──────── TASK INPUT

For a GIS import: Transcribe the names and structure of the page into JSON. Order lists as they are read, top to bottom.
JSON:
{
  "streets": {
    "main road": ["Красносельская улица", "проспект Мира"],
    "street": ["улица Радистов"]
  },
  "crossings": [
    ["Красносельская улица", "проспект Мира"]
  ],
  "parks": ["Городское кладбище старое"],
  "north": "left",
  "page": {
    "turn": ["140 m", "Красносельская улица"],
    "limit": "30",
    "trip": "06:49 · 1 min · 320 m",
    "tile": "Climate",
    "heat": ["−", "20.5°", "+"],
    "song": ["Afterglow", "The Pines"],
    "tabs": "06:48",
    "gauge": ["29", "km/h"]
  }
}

────────────────
──────── TASK INPUT

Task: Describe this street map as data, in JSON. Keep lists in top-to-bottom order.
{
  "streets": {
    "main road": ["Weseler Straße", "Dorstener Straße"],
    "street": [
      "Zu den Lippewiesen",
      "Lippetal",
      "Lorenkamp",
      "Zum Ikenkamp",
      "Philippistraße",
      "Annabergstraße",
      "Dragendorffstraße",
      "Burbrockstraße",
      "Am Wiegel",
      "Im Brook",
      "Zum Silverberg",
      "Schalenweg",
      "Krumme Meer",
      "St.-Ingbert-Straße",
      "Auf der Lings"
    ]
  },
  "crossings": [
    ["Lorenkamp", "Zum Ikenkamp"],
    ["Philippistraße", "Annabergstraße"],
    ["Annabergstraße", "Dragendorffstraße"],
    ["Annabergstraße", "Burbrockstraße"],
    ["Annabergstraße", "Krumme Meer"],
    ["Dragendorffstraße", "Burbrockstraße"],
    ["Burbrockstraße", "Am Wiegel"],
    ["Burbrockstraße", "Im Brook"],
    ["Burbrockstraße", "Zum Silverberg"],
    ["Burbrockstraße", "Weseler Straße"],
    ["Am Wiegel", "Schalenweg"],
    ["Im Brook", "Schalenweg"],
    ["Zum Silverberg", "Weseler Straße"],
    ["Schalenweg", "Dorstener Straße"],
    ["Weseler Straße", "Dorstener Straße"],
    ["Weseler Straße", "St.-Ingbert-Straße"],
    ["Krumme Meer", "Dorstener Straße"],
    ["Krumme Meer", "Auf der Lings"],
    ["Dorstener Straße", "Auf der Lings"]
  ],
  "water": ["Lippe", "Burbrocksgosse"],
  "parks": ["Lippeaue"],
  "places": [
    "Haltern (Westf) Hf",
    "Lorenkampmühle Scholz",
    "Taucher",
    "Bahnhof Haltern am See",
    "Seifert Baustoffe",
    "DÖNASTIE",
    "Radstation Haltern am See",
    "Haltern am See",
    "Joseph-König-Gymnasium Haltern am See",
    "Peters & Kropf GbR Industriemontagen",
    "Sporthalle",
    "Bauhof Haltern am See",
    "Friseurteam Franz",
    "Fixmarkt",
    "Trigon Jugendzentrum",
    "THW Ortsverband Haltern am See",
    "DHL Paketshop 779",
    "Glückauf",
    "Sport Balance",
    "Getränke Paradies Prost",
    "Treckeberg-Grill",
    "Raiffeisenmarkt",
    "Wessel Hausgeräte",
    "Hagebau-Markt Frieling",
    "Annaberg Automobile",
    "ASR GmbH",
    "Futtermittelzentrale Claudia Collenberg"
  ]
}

────────────────
──────── TASK INPUT

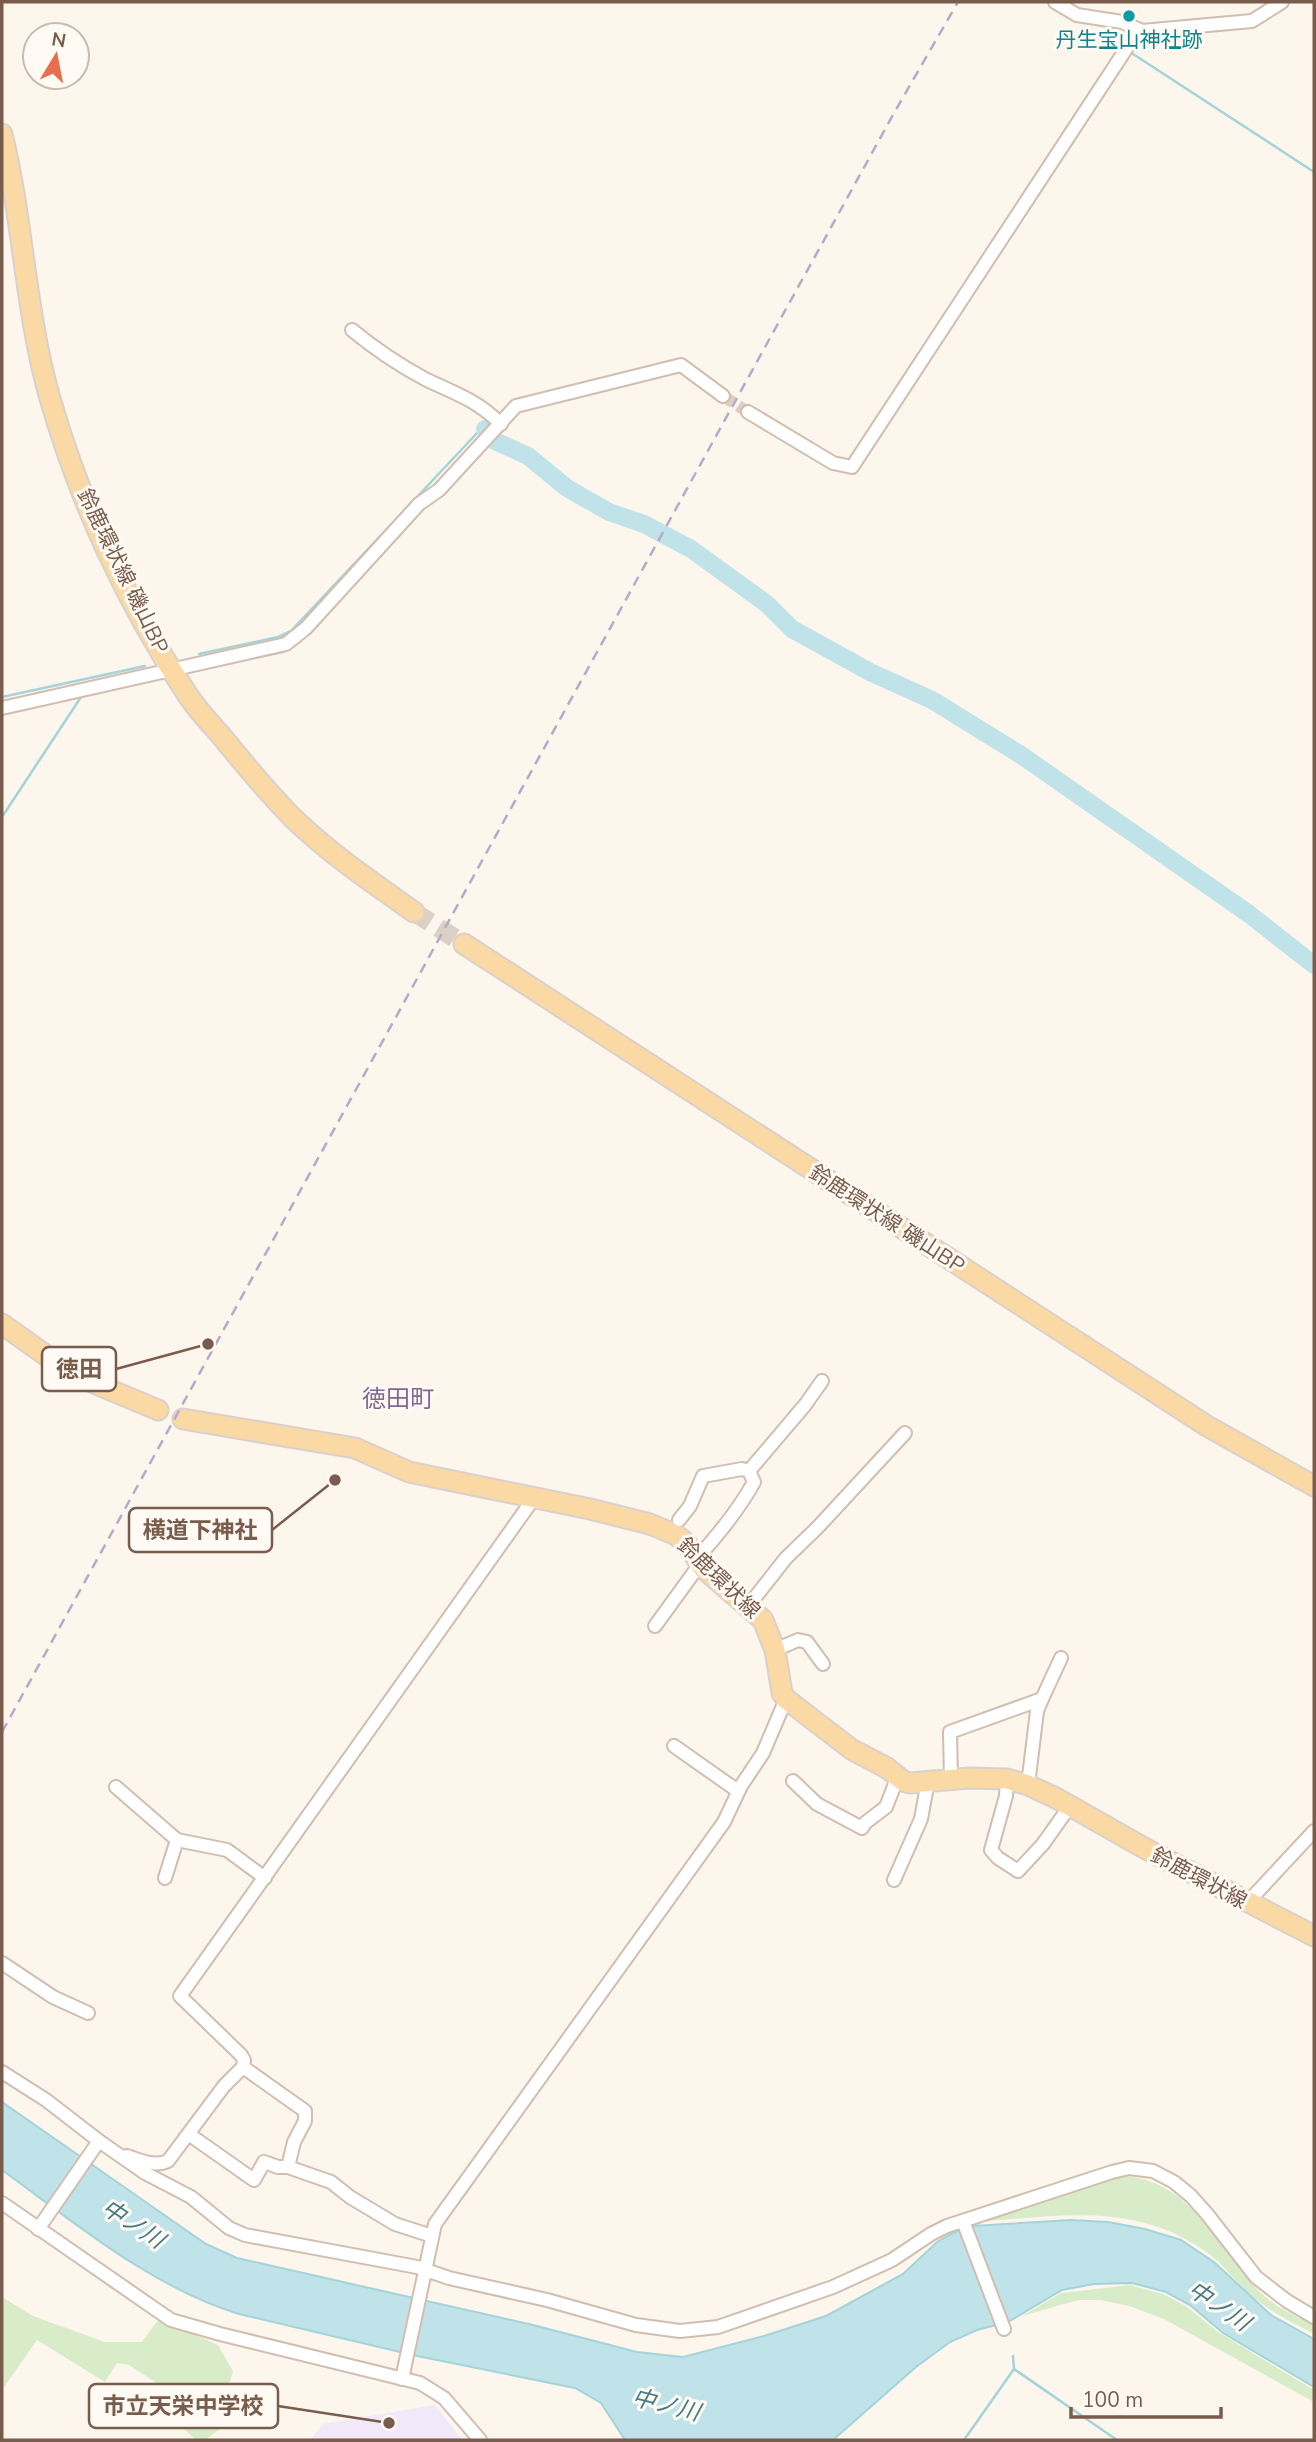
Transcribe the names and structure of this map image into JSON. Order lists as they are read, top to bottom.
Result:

────────────────

● EXERCISE BRIEF:
Which lines in the listing above include the string "structure"? Copy each of them.

● RESULT:
For a GIS import: Transcribe the names and structure of the page into JSON. Order lists as they are read, top to bottom.
Transcribe the names and structure of this map image into JSON. Order lists as they are read, top to bottom.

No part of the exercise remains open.